-- "What do you want for Christmas?"
-- "..a legendary official Red Ryder 200-shot carbine action range model air rifle with a compass and this thing which tells time built into the stock."
-- "You'll shoot your eye out!"
These lines are repeated frequently in the Alabama Shakespeare Festival's delightful production of Jean Shepherd's "A Christmas Story" adapted for the stage by Philip Grecian, and brought to life under Geoffrey Sherman's clever direction by a company of professional actors and local students recruited from many Montgomery schools.
Anyone who has seen the television movie version -- and there were plenty in the audience for its sold out opening performance -- anticipates this dialogue and many of the signal moments in the life of nine-year-old Ralphie Parker: his imaginative adventures as a cowboy, his school friends and the local bully, the friend who gets his tongue stuck to an icy lamppost, the delivery of a leg lamp, an outrageous pink bunny pajama set, the unchanging meat-loaf and red cabbage dinner, and numerous exploits and anticipation on the way to Christmas morning's opening of presents.
And we see all of this through the lens of the grown up Ralphie reminiscing on his childhood in Depression Era Indiana, as he vividly conjurs his family, friends, teachers, and local characters for us to see...but more on this later.
The young student ensemble is top notch: from Hailey Covington's unnerving depiction of Helen -- the science wiz who can also fight like a boy; to MaryKathryn Samelson as Ralphie's younger brother Randy who always "has to go wee-wee" and hides in the most unlikely places; to Jackson Massey's bully, Scut Farcas, who gets his comeuppance in right good fashion; to Riley Segars' portrayal of Flick -- the bully's victim; to Claudia Hubbard's always patient Esther Jane, and to Schwartz [Nathan Looney], Sarah [Helen Taylor], and Bob [Matthew Sailors] who participate fully in each scene.
But attention must be paid to Seth Meriwether as Ralphie.

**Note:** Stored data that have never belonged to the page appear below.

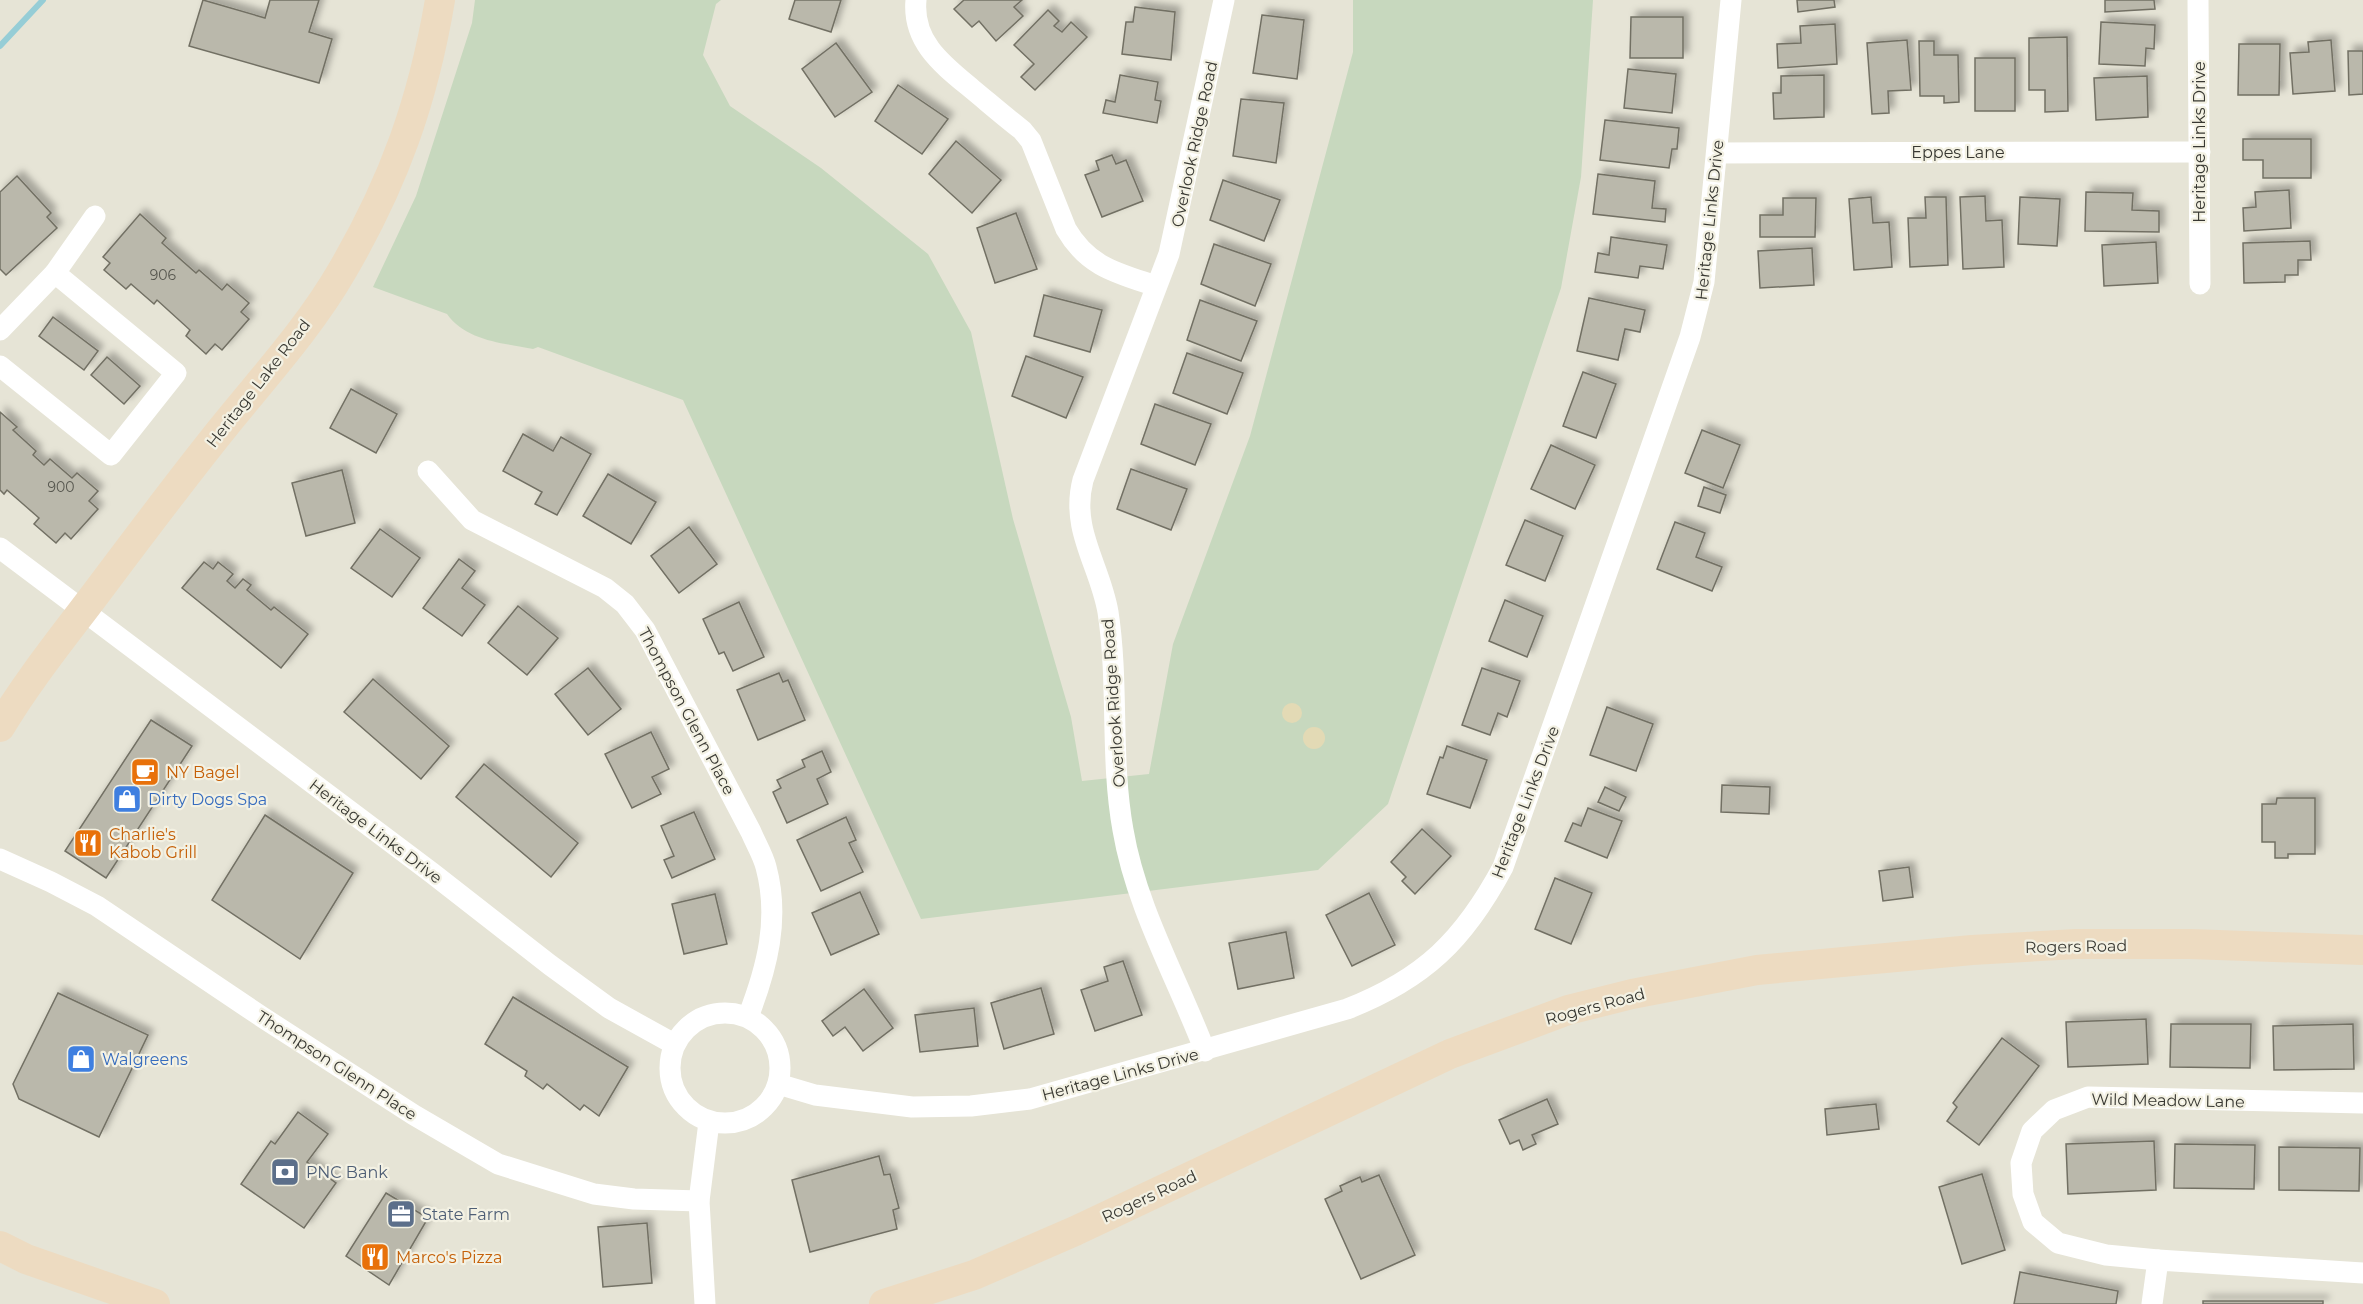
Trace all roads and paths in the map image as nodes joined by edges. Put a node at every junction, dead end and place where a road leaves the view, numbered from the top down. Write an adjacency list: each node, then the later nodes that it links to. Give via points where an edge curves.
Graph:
1 (440, 0): 16 (main road, Heritage Lake Road, via 419,98 402,150 341,273 294,341)
2 (916, 0): 11 (street, via 917,27 931,53 1031,141 1072,241 1099,265)
3 (1224, 0): 11 (street, Overlook Ridge Road, via 1176,231)
4 (1731, 0): 7 (street, Heritage Links Drive)
5 (2198, 0): 6 (street, Heritage Links Drive)
6 (2200, 152): 7 (street, Eppes Lane); 10 (street, Heritage Links Drive)
7 (1716, 153): 22 (street, Heritage Links Drive, via 1704,282 1690,337 1503,867 1490,892 1476,915 1448,946 1387,992 1347,1009)
8 (95, 216): 9 (street)
9 (56, 273): 12 (street); 13 (street, via 176,374 111,456)
10 (2200, 284)
11 (1156, 286): 22 (street, Overlook Ridge Road, via 1083,480 1078,508 1107,610 1120,814 1126,849 1143,904)
12 (0, 330)
13 (0, 366)
14 (428, 471): 20 (street, Thompson Glenn Place, via 472,520 605,588 625,604 645,630 765,865 772,900 772,933 760,986)
15 (0, 548): 16 (street, Heritage Links Drive)
16 (82, 612): 17 (main road, Heritage Lake Road); 21 (street, Heritage Links Drive, via 609,1008)
17 (0, 727)
18 (0, 859): 26 (street, Thompson Glenn Place, via 97,906 414,1115 498,1164 594,1194)
19 (2363, 950): 32 (main road, Rogers Road, via 2190,944 2076,944 1972,950 1757,970 1621,997 1568,1010 1450,1054 1075,1231 974,1275)
20 (748, 1017): 21 (street, via 714,1013 698,1019); 23 (street, via 776,1045 781,1071)
21 (674, 1044): 25 (street, via 669,1059 674,1091 682,1105)
22 (1204, 1051): 23 (street, Heritage Links Drive, via 1030,1099 971,1106 912,1107 815,1095)
23 (778, 1084): 25 (street, via 771,1100 744,1121)
24 (2363, 1103): 28 (street, Wild Meadow Lane, via 2088,1097 2054,1110 2032,1131 2021,1163 2023,1194 2033,1222 2058,1243 2106,1255)
25 (709, 1122): 26 (street)
26 (699, 1201): 31 (street)
27 (0, 1246): 30 (main road)
28 (2158, 1260): 29 (street, Wild Meadow Lane); 33 (street)
29 (2363, 1273)
30 (155, 1304)
31 (705, 1304)
32 (884, 1304)
33 (2152, 1304)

No stranger to the ASF stage [he has appeared in "A Christmas Carol: the Musical", and made a significant impression in both "Over the Tavern" and "Richard III"], this young actor is in the process of mastering a comic technique and complex characterizations and already exhibits a high degree of proficiency and maturity. -- In "A Christmas Story", he is so natural in the role, and such a likeable personality, that we are continually engaged in his dilemmas and cheer him on to success.
The adults in Ralphie's life -- his Mother [Sandy York], his Father, the "old man" [Bryant Mason], and his teacher, Miss Shields [Jennifer Lyon] -- are more than cut-out versions of adults that children often perceive. Yes, they do have their foibles and peculiarities, yet: Ms. York is so unassuming in the role of the Mother, that we are delighted when she can supply answers to the trivia her husband is attempting to discover, and admire her ability to be the real strength in the family; Ms. Lyon's magical portrayal of the ever-optimistic teacher is a scene-stealer; and Mr. Mason's pompous "old man" with his "catalogue of invective...and...lexicon of curses" belies his compassionate treatment of his wife and children.

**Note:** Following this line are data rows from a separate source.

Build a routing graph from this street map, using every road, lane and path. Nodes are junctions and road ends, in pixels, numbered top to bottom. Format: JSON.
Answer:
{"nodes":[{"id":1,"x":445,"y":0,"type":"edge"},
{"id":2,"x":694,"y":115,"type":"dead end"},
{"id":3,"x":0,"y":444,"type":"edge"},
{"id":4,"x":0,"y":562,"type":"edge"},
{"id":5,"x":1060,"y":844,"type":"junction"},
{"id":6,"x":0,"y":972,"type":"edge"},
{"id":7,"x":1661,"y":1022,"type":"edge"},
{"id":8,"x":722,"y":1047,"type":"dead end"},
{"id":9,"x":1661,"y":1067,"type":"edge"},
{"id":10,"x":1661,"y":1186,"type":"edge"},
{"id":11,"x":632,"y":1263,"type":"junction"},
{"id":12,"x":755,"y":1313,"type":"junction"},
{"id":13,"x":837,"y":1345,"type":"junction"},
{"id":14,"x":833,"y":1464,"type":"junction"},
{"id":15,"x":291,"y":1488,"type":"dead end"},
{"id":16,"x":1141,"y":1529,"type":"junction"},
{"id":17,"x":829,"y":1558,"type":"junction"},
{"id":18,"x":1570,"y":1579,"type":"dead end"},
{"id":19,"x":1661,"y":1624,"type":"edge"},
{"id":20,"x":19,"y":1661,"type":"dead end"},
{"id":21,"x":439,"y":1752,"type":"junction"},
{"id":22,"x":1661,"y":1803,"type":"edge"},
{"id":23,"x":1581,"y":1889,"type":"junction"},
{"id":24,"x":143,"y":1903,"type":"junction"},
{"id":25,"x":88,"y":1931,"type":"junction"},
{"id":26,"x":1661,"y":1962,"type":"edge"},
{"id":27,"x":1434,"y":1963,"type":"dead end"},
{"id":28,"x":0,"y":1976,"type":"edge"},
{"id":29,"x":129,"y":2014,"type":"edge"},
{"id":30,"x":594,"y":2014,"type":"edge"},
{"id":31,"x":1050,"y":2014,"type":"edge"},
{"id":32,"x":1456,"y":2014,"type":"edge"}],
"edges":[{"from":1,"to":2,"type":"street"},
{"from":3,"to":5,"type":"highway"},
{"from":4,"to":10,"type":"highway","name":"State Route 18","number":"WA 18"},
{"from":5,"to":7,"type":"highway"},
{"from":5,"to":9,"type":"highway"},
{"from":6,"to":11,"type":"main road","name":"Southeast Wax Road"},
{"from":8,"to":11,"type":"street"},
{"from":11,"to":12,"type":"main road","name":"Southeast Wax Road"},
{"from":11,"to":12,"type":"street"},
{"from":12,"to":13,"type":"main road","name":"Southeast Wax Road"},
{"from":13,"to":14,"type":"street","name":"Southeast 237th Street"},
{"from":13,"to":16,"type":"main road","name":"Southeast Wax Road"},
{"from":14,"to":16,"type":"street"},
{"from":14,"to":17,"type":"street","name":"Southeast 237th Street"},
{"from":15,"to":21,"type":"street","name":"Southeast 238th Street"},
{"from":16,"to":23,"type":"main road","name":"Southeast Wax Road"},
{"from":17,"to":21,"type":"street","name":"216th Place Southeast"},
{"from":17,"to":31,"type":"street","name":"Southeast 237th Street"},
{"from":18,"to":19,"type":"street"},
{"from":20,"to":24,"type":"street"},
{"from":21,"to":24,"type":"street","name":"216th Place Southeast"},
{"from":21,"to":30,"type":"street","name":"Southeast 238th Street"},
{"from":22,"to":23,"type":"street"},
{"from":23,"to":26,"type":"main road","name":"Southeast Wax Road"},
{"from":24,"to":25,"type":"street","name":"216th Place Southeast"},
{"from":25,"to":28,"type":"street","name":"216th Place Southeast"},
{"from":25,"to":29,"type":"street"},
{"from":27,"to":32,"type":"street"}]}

In a tour de force performance as the narrator -- Ralphie's grown-up self who can "triple-dog-dare you" to not love this show --Rodney Clark pulls out all the stops as the lively and masterful storyteller, a man who realizes the impact his childhood experiences had on him, an understanding of the adults who molded him with their love, an ability to see both the serious and the comic in life's everyday occurrences, and an actor's flexibility in developing each of these parts so completely and believably.
Thanks to Shepherd's [and Grecian's] wonderfully descriptive and insightful and imaginative dialogue, to a design team that provide the illusion of a nostalgic past, and to Sherman's sense of the comic proportion of this story, the stellar performances usher in a delightful Christmas season in Montgomery.